- [Problem description]:
Below are some records. Output the lines from the first one through the line that holds "1px #98a7a5) drop-shadow(0", exactly as written, with no pictures.

Records for this exercise below:

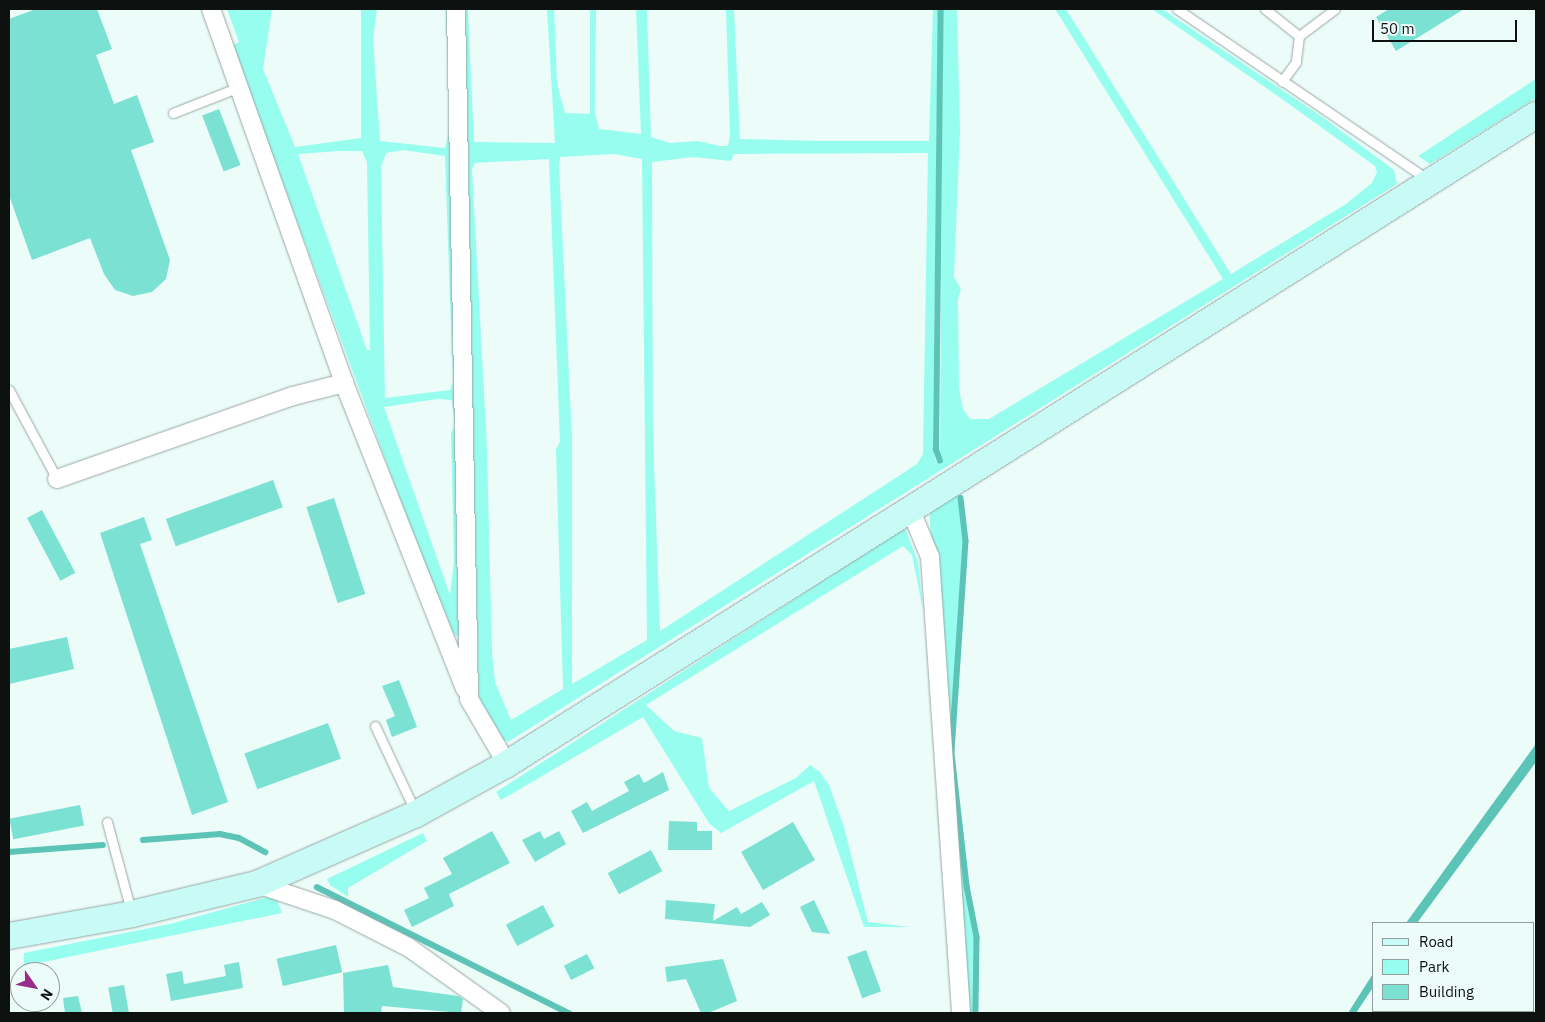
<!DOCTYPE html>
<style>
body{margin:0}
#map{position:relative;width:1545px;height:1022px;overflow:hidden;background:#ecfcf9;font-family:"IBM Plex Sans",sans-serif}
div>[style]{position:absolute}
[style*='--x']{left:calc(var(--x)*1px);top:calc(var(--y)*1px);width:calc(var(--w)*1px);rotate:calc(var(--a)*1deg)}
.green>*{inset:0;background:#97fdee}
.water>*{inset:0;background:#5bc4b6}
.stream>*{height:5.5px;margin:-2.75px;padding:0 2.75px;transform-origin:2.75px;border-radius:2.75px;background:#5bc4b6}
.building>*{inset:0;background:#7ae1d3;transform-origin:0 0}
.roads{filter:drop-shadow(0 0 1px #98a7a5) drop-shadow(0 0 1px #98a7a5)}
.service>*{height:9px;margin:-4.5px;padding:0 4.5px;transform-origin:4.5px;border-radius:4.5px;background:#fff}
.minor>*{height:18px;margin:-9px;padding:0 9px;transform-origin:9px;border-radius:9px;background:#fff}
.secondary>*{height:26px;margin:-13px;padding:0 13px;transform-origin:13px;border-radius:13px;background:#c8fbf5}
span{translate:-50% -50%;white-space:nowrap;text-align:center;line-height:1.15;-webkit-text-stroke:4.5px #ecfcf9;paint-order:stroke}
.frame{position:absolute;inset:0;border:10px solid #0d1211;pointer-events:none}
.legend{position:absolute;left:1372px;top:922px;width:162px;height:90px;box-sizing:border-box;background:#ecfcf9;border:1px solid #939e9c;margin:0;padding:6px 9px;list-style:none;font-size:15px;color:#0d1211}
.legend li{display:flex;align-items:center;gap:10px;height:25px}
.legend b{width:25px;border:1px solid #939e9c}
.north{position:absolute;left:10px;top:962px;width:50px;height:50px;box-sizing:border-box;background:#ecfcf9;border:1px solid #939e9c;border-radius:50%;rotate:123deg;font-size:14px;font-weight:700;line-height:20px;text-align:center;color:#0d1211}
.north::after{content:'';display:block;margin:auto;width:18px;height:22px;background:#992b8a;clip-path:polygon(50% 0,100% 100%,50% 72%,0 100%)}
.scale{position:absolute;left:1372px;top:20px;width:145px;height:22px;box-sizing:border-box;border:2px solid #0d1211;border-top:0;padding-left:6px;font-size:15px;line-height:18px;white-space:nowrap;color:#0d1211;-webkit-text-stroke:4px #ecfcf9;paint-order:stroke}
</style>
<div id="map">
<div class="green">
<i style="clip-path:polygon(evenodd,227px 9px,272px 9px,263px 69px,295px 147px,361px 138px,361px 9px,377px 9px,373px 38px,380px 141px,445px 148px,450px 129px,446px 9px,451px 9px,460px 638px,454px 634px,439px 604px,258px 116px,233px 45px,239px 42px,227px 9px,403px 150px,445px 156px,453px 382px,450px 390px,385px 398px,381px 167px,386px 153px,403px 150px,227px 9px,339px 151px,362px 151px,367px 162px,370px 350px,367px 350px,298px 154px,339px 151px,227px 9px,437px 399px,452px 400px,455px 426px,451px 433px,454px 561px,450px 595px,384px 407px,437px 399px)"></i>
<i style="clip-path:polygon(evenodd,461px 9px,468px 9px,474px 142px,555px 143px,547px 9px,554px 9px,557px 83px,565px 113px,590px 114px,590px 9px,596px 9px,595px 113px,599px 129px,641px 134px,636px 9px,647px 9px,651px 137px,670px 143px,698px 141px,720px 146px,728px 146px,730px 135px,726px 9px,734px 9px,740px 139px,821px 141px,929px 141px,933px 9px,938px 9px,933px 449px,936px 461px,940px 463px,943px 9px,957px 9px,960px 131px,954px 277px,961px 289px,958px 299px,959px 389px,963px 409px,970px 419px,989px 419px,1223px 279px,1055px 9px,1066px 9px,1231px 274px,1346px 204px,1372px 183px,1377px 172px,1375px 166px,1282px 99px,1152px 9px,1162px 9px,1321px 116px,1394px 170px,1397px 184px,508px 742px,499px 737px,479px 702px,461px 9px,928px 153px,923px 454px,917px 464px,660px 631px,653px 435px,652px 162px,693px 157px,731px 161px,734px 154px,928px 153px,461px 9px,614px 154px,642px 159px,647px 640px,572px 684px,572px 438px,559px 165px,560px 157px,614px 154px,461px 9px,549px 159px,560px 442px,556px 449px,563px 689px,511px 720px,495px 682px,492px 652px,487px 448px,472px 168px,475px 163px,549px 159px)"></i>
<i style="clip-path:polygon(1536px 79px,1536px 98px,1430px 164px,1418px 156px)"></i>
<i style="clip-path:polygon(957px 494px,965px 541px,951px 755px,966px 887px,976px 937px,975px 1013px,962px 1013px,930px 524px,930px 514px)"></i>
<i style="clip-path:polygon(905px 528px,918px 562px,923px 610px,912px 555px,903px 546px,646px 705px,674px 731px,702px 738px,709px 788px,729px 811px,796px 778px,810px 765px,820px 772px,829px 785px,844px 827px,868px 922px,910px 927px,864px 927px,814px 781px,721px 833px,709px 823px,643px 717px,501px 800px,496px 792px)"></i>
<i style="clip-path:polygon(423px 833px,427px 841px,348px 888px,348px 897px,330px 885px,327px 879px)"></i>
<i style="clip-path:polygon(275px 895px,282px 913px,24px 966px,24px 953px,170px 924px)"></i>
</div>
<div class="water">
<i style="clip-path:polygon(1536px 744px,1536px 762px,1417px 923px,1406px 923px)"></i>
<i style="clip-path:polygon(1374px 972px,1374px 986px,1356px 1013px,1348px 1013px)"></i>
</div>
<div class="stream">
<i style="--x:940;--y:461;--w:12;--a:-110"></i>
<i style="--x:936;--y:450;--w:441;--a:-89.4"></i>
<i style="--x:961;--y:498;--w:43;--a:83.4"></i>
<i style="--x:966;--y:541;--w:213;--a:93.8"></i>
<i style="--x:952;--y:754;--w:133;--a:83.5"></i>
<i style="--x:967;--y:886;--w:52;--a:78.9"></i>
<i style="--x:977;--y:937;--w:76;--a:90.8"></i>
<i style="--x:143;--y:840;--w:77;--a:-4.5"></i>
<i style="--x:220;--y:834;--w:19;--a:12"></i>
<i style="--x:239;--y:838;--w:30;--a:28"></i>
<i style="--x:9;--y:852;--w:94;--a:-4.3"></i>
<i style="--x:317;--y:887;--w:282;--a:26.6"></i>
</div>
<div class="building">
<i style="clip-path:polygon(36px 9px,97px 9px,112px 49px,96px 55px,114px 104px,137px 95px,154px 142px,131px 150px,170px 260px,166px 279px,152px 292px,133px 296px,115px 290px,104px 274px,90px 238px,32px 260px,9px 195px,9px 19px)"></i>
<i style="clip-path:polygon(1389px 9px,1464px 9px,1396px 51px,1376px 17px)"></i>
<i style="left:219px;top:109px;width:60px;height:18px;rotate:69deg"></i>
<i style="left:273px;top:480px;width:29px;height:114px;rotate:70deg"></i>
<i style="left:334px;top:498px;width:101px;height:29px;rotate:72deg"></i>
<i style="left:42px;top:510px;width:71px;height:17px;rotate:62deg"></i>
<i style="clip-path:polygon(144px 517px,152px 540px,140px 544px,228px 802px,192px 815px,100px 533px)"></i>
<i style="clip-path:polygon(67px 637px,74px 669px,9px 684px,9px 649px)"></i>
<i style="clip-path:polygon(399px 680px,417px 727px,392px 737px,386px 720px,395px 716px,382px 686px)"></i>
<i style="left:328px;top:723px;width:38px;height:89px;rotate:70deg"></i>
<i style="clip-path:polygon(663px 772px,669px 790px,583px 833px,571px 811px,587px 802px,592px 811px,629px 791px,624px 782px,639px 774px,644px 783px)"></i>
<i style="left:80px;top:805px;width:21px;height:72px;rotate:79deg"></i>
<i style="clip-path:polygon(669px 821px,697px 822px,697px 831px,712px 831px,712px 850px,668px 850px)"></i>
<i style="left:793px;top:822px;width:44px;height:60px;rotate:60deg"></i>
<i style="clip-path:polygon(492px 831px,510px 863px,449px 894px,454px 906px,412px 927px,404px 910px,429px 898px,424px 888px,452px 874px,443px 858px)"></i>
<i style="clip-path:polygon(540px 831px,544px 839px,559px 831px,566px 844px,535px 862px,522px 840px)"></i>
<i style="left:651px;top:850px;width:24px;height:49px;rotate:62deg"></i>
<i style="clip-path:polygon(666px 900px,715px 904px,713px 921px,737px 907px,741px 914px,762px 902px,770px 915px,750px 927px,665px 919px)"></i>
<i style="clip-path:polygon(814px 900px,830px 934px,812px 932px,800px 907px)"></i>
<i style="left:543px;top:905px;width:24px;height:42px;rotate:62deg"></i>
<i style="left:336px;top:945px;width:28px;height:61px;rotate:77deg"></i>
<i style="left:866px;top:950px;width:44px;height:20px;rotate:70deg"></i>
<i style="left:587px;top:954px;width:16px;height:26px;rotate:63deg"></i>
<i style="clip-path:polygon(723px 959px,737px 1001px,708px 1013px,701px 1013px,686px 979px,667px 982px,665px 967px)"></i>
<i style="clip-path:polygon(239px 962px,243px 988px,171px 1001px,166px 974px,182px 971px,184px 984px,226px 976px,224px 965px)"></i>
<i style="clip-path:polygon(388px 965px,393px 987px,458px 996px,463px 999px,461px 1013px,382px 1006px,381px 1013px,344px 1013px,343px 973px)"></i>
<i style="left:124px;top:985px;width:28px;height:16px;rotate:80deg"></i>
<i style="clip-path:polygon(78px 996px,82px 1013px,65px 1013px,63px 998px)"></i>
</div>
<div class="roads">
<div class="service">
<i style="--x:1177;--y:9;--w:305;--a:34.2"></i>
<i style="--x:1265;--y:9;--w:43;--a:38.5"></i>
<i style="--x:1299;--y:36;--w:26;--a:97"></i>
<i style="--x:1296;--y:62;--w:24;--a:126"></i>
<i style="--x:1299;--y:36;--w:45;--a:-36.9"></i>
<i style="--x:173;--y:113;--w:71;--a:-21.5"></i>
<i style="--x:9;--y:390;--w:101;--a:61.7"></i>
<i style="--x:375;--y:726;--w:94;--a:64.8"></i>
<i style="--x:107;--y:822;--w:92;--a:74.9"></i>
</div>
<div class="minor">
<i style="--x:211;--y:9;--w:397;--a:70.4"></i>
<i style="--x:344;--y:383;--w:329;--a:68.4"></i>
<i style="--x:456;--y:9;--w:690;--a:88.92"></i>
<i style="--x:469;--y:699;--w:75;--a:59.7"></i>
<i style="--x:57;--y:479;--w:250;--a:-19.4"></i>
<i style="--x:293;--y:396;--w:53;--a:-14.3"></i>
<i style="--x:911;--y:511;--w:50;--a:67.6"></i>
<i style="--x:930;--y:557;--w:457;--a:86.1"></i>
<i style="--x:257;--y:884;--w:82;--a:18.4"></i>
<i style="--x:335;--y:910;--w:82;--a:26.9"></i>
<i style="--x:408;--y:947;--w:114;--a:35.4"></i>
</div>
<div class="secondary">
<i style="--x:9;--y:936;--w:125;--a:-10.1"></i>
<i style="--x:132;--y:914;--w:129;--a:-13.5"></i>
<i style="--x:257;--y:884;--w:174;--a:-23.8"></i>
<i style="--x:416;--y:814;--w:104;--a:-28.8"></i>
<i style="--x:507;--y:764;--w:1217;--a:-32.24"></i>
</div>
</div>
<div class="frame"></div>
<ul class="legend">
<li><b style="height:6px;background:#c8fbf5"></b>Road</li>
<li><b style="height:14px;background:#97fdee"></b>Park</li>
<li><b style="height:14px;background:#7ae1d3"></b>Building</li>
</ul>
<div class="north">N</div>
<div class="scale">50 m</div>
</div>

End of Records for this exercise.

- [Worked solution]:
<!DOCTYPE html>
<style>
body{margin:0}
#map{position:relative;width:1545px;height:1022px;overflow:hidden;background:#ecfcf9;font-family:"IBM Plex Sans",sans-serif}
div>[style]{position:absolute}
[style*='--x']{left:calc(var(--x)*1px);top:calc(var(--y)*1px);width:calc(var(--w)*1px);rotate:calc(var(--a)*1deg)}
.green>*{inset:0;background:#97fdee}
.water>*{inset:0;background:#5bc4b6}
.stream>*{height:5.5px;margin:-2.75px;padding:0 2.75px;transform-origin:2.75px;border-radius:2.75px;background:#5bc4b6}
.building>*{inset:0;background:#7ae1d3;transform-origin:0 0}
.roads{filter:drop-shadow(0 0 1px #98a7a5) drop-shadow(0 0 1px #98a7a5)}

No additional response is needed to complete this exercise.